Year: 2016 | Volume: 13 | Issue: 1-2 | Page No.: 40-47
DOI: 10.3923/je.2016.40.47
Monitoring Permethrin and Imidacloprid Resistance in Indonesian House Fly Musca domestica L. (Diptera: Muscidae)
Kustiati , Marselina I. Tan, Sri Yusmalinar, Trisnowati B. Ambarningrum and Intan Ahmad

Abstract: House flies, Musca domestica L. is a major and the most common urban insect pest in Indonesia and is known to have the ability to develop resistance to insecticides. In order to determine the resistance status of this pest to permethrin and imidacloprid, the most commonly used insecticides to control this pest, 32 strains of house flies collected in 2013 and 2014 from 26 capital of provinces in Indonesia were tested. House flies were tested by topical application and feeding bioassay for resistance to permethrin and imidacloprid, respectively. To examine the resistance mechanism to permethrin, the synergist piperonyl butoxide was used.
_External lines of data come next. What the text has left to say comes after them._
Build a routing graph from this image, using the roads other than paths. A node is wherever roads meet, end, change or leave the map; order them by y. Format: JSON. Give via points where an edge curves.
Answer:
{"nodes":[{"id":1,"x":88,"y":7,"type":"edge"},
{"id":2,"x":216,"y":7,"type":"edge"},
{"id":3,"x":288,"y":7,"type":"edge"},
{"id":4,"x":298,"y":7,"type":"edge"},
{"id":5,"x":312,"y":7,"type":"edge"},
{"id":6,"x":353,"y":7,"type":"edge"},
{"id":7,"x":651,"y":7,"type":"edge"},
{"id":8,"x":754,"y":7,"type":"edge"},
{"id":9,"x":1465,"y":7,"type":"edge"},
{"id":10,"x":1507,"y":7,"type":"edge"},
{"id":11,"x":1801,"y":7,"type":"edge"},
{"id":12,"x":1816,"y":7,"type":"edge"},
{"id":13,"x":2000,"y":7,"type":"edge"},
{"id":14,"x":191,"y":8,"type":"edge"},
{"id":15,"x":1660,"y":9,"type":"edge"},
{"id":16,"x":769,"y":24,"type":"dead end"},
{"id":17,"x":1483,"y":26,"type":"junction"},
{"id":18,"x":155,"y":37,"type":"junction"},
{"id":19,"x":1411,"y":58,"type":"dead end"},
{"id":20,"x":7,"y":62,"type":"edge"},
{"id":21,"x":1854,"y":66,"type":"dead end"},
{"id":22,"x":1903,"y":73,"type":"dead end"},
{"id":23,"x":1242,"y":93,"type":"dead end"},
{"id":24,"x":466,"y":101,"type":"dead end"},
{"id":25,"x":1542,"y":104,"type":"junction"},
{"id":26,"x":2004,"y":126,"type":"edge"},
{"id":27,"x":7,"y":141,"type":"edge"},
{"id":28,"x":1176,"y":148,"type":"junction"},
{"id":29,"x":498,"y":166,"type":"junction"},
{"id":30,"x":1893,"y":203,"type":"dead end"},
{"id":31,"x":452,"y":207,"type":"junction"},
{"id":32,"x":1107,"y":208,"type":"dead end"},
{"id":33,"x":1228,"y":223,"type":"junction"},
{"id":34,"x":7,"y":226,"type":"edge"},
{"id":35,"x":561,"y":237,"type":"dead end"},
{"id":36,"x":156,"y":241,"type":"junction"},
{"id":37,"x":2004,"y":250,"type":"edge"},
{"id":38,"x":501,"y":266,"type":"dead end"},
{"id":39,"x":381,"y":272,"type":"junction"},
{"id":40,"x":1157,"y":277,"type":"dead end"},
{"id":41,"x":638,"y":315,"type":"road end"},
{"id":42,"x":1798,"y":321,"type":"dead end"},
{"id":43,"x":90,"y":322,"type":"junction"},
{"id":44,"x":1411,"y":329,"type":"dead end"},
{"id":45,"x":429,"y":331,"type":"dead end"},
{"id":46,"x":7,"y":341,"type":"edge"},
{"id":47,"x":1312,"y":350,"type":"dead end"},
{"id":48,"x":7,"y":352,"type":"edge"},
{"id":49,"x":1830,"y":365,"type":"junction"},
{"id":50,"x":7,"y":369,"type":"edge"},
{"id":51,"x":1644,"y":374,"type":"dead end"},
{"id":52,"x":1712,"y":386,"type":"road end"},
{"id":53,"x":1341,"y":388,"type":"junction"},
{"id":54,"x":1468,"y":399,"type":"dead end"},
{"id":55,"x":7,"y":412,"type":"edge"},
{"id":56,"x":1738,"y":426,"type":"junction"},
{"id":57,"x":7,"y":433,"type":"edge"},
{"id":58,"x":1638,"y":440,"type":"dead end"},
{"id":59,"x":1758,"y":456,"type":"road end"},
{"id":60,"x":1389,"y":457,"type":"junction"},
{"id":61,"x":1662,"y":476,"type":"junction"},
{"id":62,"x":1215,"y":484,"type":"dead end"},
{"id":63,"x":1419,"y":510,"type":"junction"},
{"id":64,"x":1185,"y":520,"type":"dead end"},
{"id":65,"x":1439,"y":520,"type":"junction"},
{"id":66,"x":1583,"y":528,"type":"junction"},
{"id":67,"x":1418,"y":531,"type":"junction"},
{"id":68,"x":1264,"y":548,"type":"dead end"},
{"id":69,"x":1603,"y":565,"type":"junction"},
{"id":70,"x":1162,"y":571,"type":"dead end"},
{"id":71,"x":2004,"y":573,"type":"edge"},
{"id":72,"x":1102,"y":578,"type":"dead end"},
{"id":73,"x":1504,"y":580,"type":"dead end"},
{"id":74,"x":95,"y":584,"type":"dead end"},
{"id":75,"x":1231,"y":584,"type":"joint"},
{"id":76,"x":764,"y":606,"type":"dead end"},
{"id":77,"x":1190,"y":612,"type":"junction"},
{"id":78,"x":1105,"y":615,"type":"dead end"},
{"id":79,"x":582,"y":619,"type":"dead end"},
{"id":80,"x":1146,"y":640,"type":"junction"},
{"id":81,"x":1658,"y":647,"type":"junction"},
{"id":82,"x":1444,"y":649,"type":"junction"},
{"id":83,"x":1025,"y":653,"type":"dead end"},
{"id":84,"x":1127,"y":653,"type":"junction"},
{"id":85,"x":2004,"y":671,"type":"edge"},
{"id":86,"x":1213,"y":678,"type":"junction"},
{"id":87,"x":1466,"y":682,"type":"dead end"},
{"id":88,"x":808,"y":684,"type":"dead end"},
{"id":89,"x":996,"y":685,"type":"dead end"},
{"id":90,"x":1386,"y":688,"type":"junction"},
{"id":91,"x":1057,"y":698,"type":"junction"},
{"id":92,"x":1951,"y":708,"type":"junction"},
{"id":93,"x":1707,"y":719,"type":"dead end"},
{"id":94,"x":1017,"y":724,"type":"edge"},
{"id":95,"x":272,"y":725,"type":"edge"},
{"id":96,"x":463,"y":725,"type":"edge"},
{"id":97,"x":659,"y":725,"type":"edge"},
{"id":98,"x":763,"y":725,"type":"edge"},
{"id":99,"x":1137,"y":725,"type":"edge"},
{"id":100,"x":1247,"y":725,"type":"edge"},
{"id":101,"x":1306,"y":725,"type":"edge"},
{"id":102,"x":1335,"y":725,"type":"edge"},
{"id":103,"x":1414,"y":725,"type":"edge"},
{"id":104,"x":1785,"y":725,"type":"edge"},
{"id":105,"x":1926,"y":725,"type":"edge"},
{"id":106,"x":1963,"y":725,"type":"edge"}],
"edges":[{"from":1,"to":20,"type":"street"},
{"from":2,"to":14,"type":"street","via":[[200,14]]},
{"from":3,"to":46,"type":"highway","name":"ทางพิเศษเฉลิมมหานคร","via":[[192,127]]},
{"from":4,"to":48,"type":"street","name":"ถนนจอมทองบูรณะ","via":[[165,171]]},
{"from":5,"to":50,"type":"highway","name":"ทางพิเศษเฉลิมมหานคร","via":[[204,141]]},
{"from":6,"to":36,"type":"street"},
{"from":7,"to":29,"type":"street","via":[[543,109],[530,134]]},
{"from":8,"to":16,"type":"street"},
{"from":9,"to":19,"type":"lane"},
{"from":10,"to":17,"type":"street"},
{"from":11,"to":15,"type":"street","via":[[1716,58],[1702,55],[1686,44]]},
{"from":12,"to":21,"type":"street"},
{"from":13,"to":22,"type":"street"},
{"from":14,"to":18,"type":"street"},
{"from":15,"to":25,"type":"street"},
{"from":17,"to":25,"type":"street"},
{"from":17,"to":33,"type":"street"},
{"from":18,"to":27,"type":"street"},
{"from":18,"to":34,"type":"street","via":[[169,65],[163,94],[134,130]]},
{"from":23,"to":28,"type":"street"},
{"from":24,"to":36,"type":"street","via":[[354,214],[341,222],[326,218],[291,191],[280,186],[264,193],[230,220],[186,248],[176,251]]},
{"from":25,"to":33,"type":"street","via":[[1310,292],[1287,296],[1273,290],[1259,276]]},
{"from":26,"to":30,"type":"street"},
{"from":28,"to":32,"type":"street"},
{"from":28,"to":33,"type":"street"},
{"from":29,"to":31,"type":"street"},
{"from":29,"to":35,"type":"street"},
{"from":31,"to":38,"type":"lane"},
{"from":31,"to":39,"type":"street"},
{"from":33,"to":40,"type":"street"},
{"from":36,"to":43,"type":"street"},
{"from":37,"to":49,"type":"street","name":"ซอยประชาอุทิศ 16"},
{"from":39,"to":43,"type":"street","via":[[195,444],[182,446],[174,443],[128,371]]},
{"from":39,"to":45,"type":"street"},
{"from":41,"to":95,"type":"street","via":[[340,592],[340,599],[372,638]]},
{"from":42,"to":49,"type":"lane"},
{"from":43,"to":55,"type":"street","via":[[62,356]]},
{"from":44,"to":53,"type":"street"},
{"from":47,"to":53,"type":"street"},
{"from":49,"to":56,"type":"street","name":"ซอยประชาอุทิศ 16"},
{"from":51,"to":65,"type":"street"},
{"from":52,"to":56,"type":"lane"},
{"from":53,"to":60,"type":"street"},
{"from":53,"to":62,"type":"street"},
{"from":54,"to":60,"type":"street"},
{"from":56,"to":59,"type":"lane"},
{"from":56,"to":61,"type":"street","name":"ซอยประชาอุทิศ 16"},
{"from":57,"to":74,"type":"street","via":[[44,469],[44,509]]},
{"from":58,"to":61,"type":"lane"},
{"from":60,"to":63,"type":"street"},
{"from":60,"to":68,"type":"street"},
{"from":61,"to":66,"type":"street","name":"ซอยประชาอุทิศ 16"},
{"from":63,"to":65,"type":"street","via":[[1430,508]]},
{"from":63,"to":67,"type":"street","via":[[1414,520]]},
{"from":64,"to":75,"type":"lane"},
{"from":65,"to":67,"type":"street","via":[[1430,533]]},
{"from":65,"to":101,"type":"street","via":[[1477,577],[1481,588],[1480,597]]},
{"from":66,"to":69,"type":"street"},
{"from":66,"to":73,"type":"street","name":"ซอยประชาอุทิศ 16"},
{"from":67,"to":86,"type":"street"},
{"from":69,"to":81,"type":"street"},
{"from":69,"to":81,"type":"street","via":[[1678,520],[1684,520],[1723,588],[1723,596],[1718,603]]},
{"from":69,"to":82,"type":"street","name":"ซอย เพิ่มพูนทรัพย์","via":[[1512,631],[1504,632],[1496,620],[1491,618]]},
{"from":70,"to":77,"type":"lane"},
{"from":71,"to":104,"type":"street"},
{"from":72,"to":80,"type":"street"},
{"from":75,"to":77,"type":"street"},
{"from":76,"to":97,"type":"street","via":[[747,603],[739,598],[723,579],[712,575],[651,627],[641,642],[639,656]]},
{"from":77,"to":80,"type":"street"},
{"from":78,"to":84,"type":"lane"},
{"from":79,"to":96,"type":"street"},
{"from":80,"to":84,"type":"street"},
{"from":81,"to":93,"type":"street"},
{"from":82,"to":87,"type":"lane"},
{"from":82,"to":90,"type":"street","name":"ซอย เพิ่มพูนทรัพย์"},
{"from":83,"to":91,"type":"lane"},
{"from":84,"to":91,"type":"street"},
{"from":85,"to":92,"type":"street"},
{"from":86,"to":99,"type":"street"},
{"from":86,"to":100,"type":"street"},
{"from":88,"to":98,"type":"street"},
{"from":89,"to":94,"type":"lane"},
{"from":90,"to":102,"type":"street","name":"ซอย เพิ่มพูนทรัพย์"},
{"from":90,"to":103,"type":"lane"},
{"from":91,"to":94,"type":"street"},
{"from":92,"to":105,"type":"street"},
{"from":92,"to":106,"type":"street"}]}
Majority of all strains, 26 of 32 field-collected strains showed very high levels of resistance to permethrin, the range of resistance ratios was 190-25190 fold for permethrin when compared with a susceptible strain. However, a few strains showed no to high levels of resistance to permethrin, with the range ratio was 0.3-143 fold. Meanwhile, for imidacloprid, all strains showed no to very low resistance (resistance ratios of 0.4-6.1 fold). Assay using permethrin in the presence of PBO in 12 of 14 selected strains were found to decrease the LD values, which suggests that the detoxifying enzyme Mixed Function Oxidase (MFO) might have a role in the development of resistance to permethrin. Our study is the first report of house flies resistance throughout much of Indonesia, although all strains were still susceptible to imidacloprid. The findings, together with house flies integrated management, can be used to prevent resistance development in other insecticides.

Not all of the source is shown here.